→ About this task
Return all the lines below in which the string "stream" appears.

Stored items:
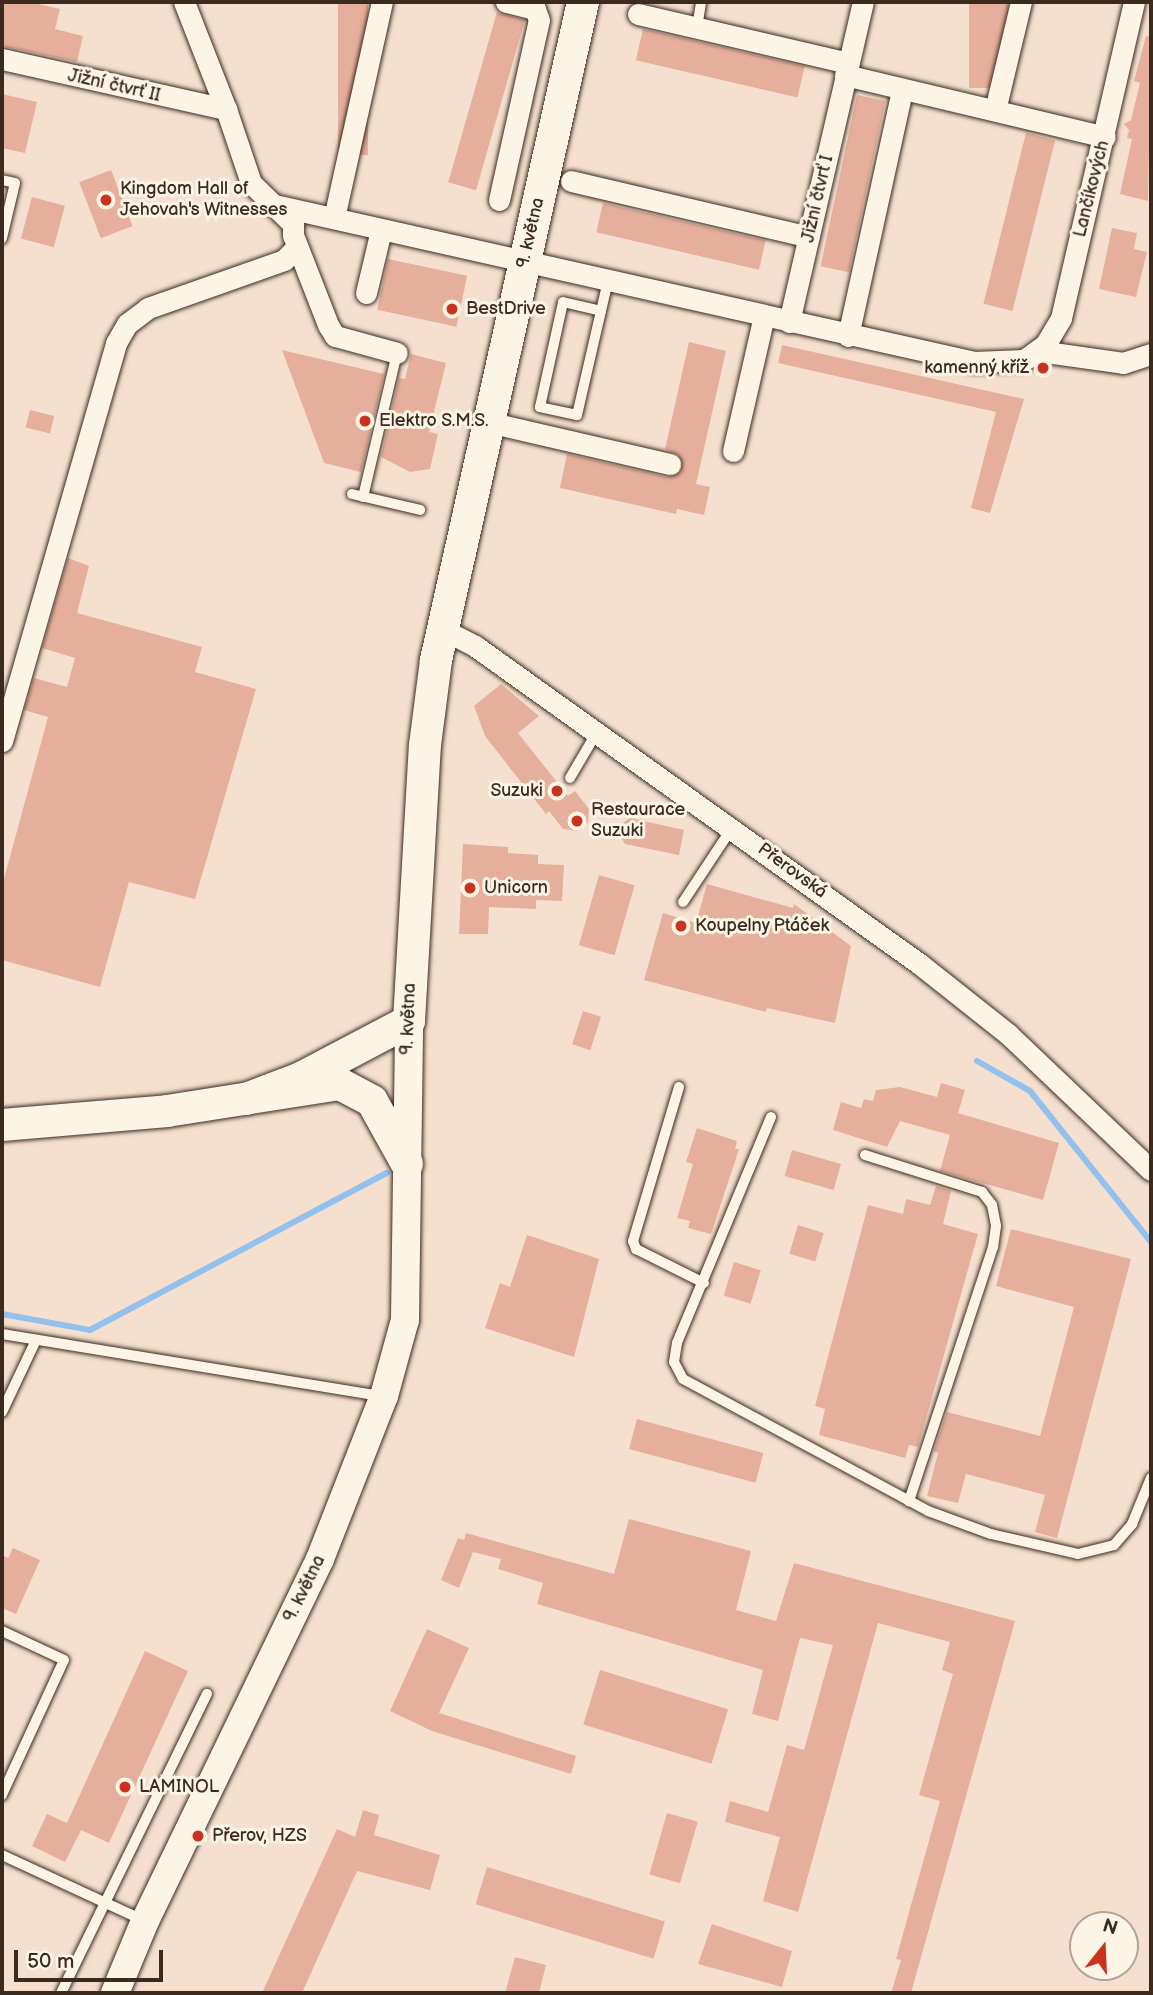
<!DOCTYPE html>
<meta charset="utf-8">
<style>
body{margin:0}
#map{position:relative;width:1153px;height:1995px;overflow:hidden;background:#f5e0cf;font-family:"Balsamiq Sans",sans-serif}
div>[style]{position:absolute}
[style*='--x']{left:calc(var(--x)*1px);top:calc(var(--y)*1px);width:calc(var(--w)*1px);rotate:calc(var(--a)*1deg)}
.stream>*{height:6px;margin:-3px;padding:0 3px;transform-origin:3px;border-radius:3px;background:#93c0ed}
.building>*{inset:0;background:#e6af9c;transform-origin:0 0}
.roads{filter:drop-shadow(0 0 2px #3b2a1e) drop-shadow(0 0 2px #3b2a1e)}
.service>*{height:10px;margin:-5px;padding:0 5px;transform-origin:5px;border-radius:5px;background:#fcf5e5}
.minor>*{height:21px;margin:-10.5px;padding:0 10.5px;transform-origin:10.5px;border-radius:10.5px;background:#fcf5e5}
.tertiary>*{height:28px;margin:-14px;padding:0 14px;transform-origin:14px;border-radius:14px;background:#fcf5e5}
.secondary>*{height:32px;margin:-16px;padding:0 16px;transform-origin:16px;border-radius:16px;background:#fcf5e5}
.dots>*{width:19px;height:19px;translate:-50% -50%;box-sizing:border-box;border:4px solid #fcf5e5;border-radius:50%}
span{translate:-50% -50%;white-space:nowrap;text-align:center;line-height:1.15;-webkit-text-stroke:6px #fcf5e5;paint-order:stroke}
.street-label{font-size:18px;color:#3b2a1e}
.poi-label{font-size:18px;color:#3b2a1e}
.left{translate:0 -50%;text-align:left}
.right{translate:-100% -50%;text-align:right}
.frame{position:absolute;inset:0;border:4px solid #3b2a1e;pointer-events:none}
.north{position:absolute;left:1069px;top:1911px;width:70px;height:70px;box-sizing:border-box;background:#fcf5e5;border:2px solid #afa495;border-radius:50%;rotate:18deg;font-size:19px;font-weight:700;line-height:28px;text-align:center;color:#3b2a1e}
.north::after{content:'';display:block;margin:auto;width:24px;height:32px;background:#c8321e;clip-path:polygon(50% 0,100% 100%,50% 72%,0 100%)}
.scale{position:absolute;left:14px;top:1950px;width:149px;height:32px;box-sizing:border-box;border:4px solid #3b2a1e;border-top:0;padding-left:9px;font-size:21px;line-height:24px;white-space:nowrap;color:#3b2a1e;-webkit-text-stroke:5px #fcf5e5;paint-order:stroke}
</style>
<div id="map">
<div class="stream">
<i style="--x:977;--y:1061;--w:61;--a:29.5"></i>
<i style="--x:1030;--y:1091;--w:193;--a:51.3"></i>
<i style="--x:2;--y:1314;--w:89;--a:10.3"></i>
<i style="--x:90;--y:1330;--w:336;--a:-27.9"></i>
</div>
<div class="building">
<i style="clip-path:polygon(2px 2px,30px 2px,60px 9px,55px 29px,83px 36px,77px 62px,2px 46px)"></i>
<i style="left:338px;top:2px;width:30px;height:153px"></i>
<i style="left:969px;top:2px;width:39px;height:86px"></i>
<i style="left:497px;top:12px;width:29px;height:177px;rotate:16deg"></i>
<i style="left:643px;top:29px;width:166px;height:32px;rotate:13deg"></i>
<i style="clip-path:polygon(1146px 36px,1151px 37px,1148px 201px,1120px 194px,1132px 139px,1127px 138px,1129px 130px,1124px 124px,1131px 120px,1140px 83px,1134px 81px)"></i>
<i style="clip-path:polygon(2px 94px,37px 102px,25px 153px,2px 148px)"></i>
<i style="left:857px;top:95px;width:29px;height:175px;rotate:12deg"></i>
<i style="left:1026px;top:133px;width:30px;height:176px;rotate:14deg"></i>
<i style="left:111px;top:170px;width:60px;height:34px;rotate:69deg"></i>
<i style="left:32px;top:197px;width:34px;height:43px;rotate:15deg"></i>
<i style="left:603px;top:203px;width:167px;height:30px;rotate:13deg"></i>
<i style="clip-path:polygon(1112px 228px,1137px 233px,1134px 249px,1147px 252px,1136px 297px,1099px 289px)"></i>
<i style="left:388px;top:259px;width:81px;height:52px;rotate:12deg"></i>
<i style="clip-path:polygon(689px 342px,726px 351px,696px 484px,710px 487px,704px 515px,677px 509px,676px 514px,560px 488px,567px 454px,667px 477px,680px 472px,679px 455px,665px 449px)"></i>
<i style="clip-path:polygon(782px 345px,1024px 399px,990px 513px,971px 508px,996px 412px,778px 363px)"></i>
<i style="clip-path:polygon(282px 350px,384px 374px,361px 472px,324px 463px)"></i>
<i style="clip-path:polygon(411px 354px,446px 363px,429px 432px,438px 434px,430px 469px,410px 472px,381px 457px,399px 378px,405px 379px)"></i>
<i style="left:30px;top:410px;width:25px;height:18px;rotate:14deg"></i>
<i style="clip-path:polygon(68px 558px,89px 566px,77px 613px,202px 647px,195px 672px,256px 689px,195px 899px,129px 882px,100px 987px,2px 960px,2px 886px,48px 717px,24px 710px,34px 678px,67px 687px,75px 658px,42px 648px)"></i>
<i style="clip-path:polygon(501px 684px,539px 716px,518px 733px,568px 796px,575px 791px,589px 809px,588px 822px,577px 831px,563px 829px,549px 811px,546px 814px,485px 736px,474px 706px)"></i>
<i style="clip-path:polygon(630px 818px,684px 830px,679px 855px,625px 844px,619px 834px,621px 824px)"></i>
<i style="clip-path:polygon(463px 844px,508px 847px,508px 853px,538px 855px,538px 864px,564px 865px,562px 901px,536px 900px,536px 909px,489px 907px,488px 934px,459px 934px)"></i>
<i style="left:599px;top:875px;width:37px;height:73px;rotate:16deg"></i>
<i style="clip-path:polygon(707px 884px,793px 908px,794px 904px,851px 946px,835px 1023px,767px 1008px,766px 1012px,644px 980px,663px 913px,696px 923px)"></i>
<i style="left:583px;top:1011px;width:19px;height:35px;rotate:18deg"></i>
<i style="clip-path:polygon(941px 1083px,965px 1090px,958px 1113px,1059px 1143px,1043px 1200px,940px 1171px,950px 1135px,900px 1121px,887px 1147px,833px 1130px,841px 1102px,861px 1108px,864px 1099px,873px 1101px,876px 1090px,900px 1087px,937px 1097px)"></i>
<i style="clip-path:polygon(697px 1128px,737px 1141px,735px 1149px,739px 1149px,711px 1234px,688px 1228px,690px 1221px,677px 1218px,693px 1164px,686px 1162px)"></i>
<i style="left:792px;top:1150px;width:51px;height:27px;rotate:16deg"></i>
<i style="clip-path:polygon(936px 1186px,951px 1191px,943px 1224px,978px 1234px,918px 1447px,909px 1445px,905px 1458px,819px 1435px,825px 1409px,815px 1406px,868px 1205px,903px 1214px,906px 1199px,930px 1205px)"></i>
<i style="left:798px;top:1225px;width:27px;height:30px;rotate:17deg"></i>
<i style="clip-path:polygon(1011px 1229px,1131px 1259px,1057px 1538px,1035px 1532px,1045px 1495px,966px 1474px,958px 1503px,927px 1496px,938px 1453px,934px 1451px,947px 1412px,1040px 1436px,1074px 1307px,996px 1286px)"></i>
<i style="clip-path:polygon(527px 1235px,599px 1259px,574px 1357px,485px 1328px,500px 1283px,510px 1287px)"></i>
<i style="left:734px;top:1262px;width:28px;height:35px;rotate:17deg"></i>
<i style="left:637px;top:1419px;width:131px;height:31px;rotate:15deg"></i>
<i style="clip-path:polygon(629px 1519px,751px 1551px,736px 1610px,776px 1621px,794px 1563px,1015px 1621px,911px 1993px,891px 1993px,901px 1960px,896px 1959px,940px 1801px,919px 1795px,953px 1674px,942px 1670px,950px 1642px,878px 1623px,798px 1912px,763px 1901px,780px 1837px,725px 1822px,730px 1801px,768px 1812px,787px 1745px,804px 1750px,833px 1645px,800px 1638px,778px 1721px,752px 1714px,763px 1670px,537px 1604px,543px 1583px,498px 1569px,501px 1559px,473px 1552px,459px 1588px,441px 1580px,458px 1538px,464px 1540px,466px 1533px,614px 1574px)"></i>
<i style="clip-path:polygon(13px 1548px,40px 1560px,16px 1614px,2px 1608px,2px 1555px,8px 1558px)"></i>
<i style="clip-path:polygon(427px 1629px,469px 1648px,439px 1713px,576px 1756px,571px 1774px,432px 1731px,390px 1711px)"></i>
<i style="clip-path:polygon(145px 1651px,188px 1671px,109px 1843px,81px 1830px,65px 1862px,32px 1846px,47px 1814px,67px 1823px)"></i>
<i style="left:600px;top:1670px;width:134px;height:57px;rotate:17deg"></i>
<i style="clip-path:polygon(363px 1810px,379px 1815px,374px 1835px,440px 1855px,430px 1890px,357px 1871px,302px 1993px,262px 1993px,337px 1829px,355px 1837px)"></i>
<i style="left:667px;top:1813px;width:32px;height:64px;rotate:16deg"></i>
<i style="left:487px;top:1867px;width:186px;height:39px;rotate:17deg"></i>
<i style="clip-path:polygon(712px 1924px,792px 1951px,782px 1987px,698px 1964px)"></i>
<i style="clip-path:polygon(515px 1957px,546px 1965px,539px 1993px,505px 1993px)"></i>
</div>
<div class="roads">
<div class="service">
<i style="--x:697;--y:28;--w:26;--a:-81"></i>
<i style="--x:2;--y:180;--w:13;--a:13"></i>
<i style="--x:15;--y:183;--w:57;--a:103.3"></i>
<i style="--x:563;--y:302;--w:39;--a:13"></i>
<i style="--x:601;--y:311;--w:107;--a:103"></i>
<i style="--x:577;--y:415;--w:38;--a:-168"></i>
<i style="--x:540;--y:407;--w:107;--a:-77.6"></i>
<i style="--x:601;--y:311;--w:31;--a:-77"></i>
<i style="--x:352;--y:494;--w:70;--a:13.2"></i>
<i style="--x:363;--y:497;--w:148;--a:-76.7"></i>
<i style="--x:570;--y:778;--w:53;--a:-59.6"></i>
<i style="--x:683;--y:902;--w:89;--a:-56.5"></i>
<i style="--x:679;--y:1087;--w:161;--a:106.6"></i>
<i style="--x:633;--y:1241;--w:9;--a:69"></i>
<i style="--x:636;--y:1249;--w:76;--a:26.6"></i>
<i style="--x:771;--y:1117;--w:245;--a:112.6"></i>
<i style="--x:677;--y:1343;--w:19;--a:99"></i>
<i style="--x:674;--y:1362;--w:19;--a:62"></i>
<i style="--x:683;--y:1379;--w:278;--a:28.3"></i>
<i style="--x:928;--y:1511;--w:67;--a:20.1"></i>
<i style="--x:991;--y:1534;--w:89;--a:12.9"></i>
<i style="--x:1078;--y:1554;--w:37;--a:-14"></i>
<i style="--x:1114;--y:1545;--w:28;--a:-49"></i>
<i style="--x:1132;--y:1524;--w:50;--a:-67.6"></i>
<i style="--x:865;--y:1155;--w:123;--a:17.5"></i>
<i style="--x:982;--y:1192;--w:16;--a:52"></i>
<i style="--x:992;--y:1205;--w:21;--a:79"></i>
<i style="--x:996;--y:1226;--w:21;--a:98"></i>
<i style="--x:993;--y:1247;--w:268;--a:108.3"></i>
<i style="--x:2;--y:1334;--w:385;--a:9.3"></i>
<i style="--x:2;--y:1412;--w:80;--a:-64.7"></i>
<i style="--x:2;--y:1631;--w:68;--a:25.1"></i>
<i style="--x:64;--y:1660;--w:149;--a:114.7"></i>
<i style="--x:2;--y:1855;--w:157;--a:24.8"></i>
<i style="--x:61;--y:1993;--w:333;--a:-64"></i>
</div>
<div class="minor">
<i style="--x:184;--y:2;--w:115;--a:68.6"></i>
<i style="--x:638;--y:14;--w:216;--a:13.1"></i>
<i style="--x:2;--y:59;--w:230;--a:12.6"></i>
<i style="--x:226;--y:109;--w:78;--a:71.3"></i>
<i style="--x:251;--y:183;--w:59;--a:44.3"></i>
<i style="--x:293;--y:224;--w:11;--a:90"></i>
<i style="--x:293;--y:235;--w:97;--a:68.7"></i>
<i style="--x:328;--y:325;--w:13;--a:58"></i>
<i style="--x:335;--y:336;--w:64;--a:15.3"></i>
<i style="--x:845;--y:75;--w:267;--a:13.4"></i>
<i style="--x:995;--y:110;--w:111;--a:-76.5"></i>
<i style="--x:571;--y:181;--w:244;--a:13.2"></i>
<i style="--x:499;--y:200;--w:184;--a:-77.5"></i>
<i style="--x:539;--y:20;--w:12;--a:-110"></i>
<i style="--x:535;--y:9;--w:30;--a:-166"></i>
<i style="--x:270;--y:204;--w:722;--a:12.65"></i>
<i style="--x:974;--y:362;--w:50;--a:-2.3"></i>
<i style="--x:1024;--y:360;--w:26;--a:-36"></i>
<i style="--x:1045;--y:345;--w:31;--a:-59"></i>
<i style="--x:1061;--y:318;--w:324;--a:-77"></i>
<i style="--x:334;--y:218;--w:221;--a:-77.5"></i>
<i style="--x:366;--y:293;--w:65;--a:-76.6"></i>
<i style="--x:789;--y:322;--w:328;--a:-77"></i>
<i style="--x:848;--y:336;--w:252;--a:-77.6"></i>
<i style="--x:1039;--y:351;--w:85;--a:8.1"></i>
<i style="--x:1123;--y:363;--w:29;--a:-18"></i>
<i style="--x:488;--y:422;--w:187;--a:13"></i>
<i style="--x:733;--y:451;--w:139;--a:-77.1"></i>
<i style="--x:442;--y:629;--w:37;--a:27"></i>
<i style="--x:475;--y:646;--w:548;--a:35.57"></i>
<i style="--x:921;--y:965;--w:111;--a:38.4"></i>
<i style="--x:1008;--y:1034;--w:197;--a:43.6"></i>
<i style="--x:2;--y:741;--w:414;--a:-74"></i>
<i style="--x:116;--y:343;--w:22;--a:-60"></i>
<i style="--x:127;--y:324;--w:26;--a:-37"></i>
<i style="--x:148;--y:308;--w:144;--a:-19.4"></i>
<i style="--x:284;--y:260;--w:18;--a:-45"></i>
</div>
<div class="tertiary">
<i style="--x:115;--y:1993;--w:78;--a:-67.4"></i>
<i style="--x:145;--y:1921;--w:402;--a:-64.2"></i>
<i style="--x:320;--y:1559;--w:175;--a:-68.6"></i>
<i style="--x:384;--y:1396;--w:79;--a:-74.6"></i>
<i style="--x:405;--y:1320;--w:299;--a:-89.2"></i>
</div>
<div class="secondary">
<i style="--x:246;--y:1099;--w:59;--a:-20.9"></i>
<i style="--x:301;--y:1078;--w:122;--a:-27.8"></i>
<i style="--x:409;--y:1021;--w:276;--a:-86.7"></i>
<i style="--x:425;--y:745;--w:86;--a:-82.6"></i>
<i style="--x:436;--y:660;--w:674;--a:-77.41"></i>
<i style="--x:2;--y:1125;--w:166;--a:-4.8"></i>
<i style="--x:167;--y:1111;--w:175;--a:-8.9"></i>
<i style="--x:340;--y:1084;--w:36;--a:28"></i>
<i style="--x:372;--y:1101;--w:72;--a:60.9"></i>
</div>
</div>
<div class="dots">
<i style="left:106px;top:200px;background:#c8321e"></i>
<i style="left:452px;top:309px;background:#c8321e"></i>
<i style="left:1043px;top:368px;background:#c8321e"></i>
<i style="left:365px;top:421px;background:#c8321e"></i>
<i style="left:557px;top:791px;background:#c8321e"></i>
<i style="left:577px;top:821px;background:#c8321e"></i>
<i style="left:470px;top:888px;background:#c8321e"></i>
<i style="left:681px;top:926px;background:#c8321e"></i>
<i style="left:125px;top:1787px;background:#c8321e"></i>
<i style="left:198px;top:1836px;background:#c8321e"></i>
</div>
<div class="street-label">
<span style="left:114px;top:86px;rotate:13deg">Jižní čtvrť II</span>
<span style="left:1092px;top:189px;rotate:-76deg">Lančíkových</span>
<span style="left:818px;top:199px;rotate:-77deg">Jižní čtvrť I</span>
<span style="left:531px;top:233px;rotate:-77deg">9. května</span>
<span style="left:792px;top:871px;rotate:36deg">Přerovská</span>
<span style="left:409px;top:1019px;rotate:-88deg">9. května</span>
<span style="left:305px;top:1589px;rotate:-64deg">9. května</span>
</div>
<div class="poi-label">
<span class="left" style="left:120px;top:200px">Kingdom Hall of<br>Jehovah's Witnesses</span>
<span class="left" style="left:466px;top:309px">BestDrive</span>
<span class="right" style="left:1029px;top:368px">kamenný kříž</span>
<span class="left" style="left:379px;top:421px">Elektro S.M.S.</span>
<span class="right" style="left:543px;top:791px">Suzuki</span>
<span class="left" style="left:591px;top:821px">Restaurace<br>Suzuki</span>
<span class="left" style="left:484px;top:888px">Unicorn</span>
<span class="left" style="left:695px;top:926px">Koupelny Ptáček</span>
<span class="left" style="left:139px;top:1787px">LAMINOL</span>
<span class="left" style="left:212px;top:1836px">Přerov, HZS</span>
</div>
<div class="frame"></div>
<div class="north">N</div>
<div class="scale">50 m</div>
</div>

→ Your response
.stream>*{height:6px;margin:-3px;padding:0 3px;transform-origin:3px;border-radius:3px;background:#93c0ed}
<div class="stream">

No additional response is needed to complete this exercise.